■ What the exercise asks ■
The response should hold each line from the entries below where "Nodes" is found.

■ Record extracts ■

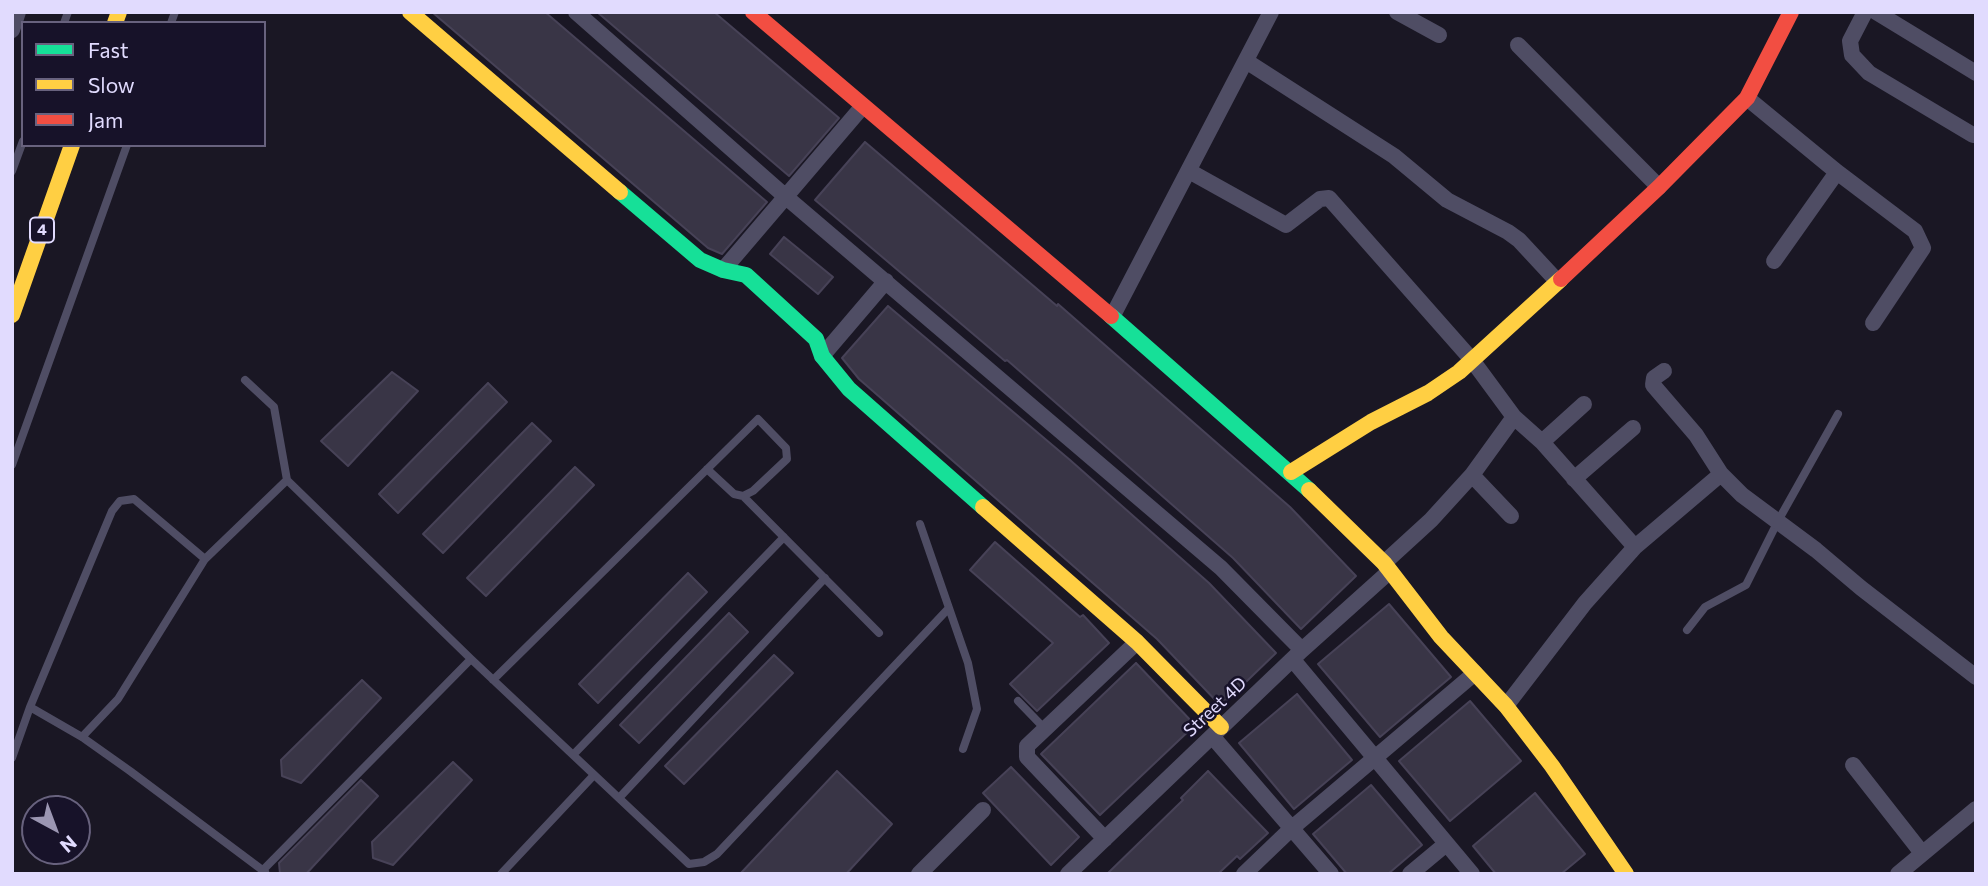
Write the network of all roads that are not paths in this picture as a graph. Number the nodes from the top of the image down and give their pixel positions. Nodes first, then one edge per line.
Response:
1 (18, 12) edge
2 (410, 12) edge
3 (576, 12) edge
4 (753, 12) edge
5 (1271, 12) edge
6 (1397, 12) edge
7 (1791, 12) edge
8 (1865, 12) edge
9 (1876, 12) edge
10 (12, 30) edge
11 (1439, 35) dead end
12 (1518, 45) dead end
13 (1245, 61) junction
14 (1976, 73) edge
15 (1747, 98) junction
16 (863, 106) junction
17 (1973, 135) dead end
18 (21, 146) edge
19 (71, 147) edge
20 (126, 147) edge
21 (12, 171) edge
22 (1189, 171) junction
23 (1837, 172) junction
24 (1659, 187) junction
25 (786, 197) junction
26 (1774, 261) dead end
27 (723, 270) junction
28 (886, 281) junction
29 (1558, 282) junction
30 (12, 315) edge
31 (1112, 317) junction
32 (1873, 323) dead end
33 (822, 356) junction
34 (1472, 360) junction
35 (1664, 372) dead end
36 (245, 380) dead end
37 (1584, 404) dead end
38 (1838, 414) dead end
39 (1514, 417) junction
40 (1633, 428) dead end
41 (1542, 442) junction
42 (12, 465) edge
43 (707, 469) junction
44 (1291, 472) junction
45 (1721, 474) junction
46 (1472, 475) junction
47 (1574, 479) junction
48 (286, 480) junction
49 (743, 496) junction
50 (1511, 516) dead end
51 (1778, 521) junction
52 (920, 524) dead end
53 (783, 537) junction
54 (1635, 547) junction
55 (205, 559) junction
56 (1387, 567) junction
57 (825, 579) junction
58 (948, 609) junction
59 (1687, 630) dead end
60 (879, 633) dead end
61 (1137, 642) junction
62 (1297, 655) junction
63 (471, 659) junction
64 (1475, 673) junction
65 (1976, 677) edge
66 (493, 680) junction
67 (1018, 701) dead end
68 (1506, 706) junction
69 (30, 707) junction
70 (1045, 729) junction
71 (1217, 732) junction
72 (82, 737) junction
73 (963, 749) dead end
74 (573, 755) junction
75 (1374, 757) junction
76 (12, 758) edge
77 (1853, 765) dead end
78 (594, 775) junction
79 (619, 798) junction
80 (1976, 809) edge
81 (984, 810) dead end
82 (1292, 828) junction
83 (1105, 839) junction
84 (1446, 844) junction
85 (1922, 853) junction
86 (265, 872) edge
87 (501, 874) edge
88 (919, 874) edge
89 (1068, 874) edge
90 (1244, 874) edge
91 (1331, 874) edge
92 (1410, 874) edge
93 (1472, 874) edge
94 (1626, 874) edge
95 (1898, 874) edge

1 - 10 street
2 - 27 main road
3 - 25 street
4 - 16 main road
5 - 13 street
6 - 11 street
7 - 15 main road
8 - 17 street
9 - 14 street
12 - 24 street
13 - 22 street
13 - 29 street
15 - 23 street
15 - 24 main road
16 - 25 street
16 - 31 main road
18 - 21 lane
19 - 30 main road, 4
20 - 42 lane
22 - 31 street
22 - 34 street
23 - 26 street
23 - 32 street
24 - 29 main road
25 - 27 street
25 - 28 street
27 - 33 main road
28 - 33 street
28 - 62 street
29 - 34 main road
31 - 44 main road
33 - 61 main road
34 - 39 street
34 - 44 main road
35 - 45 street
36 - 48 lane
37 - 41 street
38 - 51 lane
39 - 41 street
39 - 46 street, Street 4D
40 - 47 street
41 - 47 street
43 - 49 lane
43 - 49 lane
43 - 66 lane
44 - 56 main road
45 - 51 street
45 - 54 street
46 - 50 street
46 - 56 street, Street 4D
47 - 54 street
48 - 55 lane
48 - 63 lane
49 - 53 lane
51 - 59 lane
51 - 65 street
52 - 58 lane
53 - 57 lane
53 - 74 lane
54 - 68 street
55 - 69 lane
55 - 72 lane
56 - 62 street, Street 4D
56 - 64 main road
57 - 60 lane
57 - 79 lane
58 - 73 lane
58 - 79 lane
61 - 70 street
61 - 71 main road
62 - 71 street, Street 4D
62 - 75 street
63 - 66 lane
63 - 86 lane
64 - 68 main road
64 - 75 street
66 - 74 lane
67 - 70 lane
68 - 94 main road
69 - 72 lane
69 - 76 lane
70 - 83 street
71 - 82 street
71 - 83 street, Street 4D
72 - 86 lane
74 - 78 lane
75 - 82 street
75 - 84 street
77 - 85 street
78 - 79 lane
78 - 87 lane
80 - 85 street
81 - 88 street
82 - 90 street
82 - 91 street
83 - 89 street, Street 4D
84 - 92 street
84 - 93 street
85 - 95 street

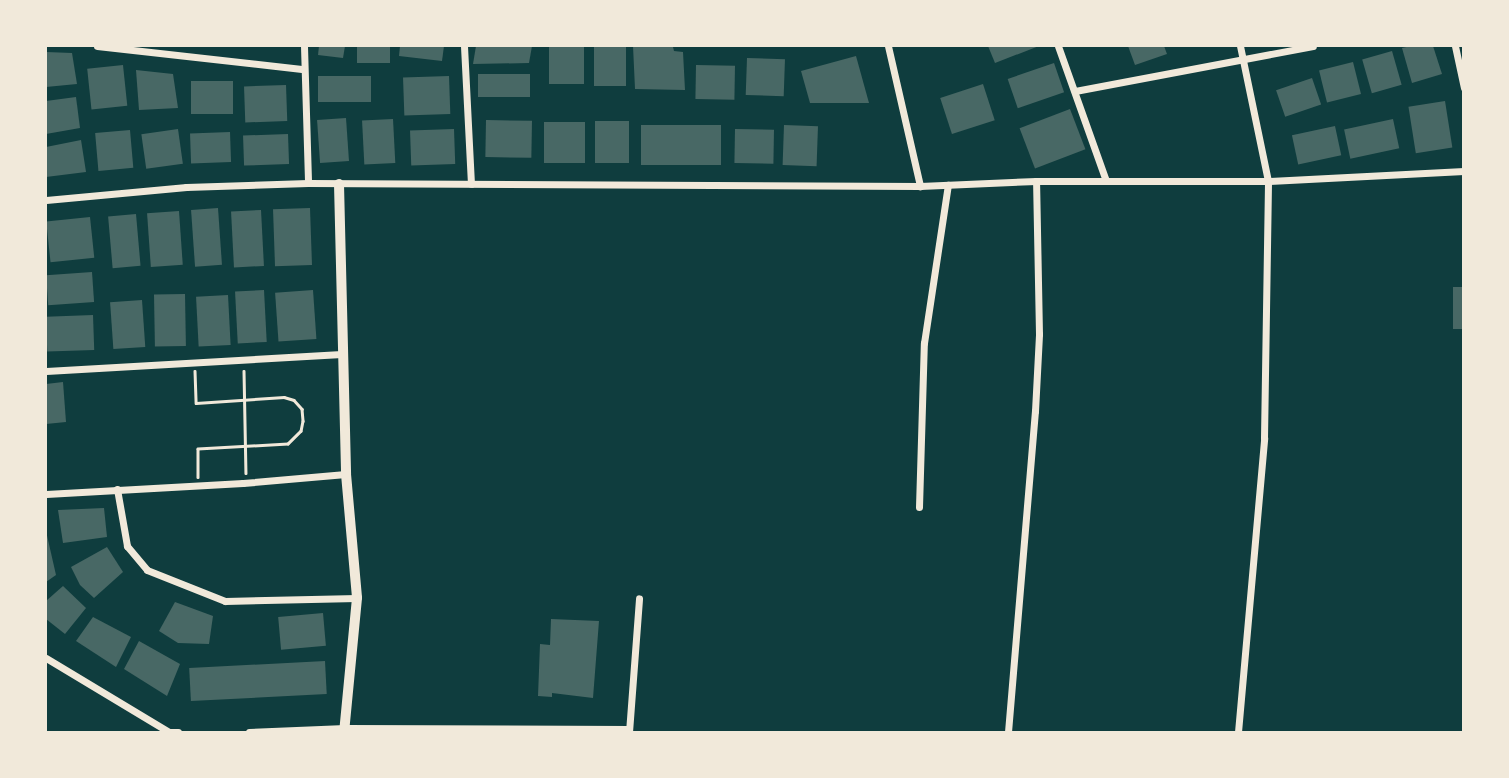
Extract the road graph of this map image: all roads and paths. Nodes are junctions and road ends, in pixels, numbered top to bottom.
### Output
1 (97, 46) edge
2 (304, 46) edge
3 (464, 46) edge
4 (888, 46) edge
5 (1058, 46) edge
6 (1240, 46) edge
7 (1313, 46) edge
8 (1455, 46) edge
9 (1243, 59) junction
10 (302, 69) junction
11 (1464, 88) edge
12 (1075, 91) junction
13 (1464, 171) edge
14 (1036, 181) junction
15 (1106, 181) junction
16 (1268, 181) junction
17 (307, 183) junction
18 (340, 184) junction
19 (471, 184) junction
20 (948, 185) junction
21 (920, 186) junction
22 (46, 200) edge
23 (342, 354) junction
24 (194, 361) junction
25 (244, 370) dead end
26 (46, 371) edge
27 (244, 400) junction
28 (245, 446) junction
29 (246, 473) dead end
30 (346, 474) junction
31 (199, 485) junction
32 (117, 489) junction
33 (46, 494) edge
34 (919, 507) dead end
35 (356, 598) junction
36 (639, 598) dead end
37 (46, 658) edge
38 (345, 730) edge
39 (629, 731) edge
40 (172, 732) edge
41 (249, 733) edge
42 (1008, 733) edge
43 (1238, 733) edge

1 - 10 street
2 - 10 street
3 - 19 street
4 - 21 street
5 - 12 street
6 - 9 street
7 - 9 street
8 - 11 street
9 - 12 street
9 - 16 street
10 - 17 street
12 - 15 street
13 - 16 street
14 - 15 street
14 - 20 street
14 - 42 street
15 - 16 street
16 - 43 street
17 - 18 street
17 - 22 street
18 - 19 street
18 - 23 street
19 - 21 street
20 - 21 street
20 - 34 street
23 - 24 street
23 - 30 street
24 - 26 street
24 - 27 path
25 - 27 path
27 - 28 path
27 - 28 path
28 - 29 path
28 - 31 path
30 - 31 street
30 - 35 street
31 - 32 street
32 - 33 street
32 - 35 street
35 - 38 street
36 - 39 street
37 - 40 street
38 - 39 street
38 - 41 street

■ Written response ■
Write the network of all roads that are not paths in this picture as a graph. Number the nodes from the top of the image down and give their pixel positions. Nodes first, then one edge per line.
Extract the road graph of this map image: all roads and paths. Nodes are junctions and road ends, in pixels, numbered top to bottom.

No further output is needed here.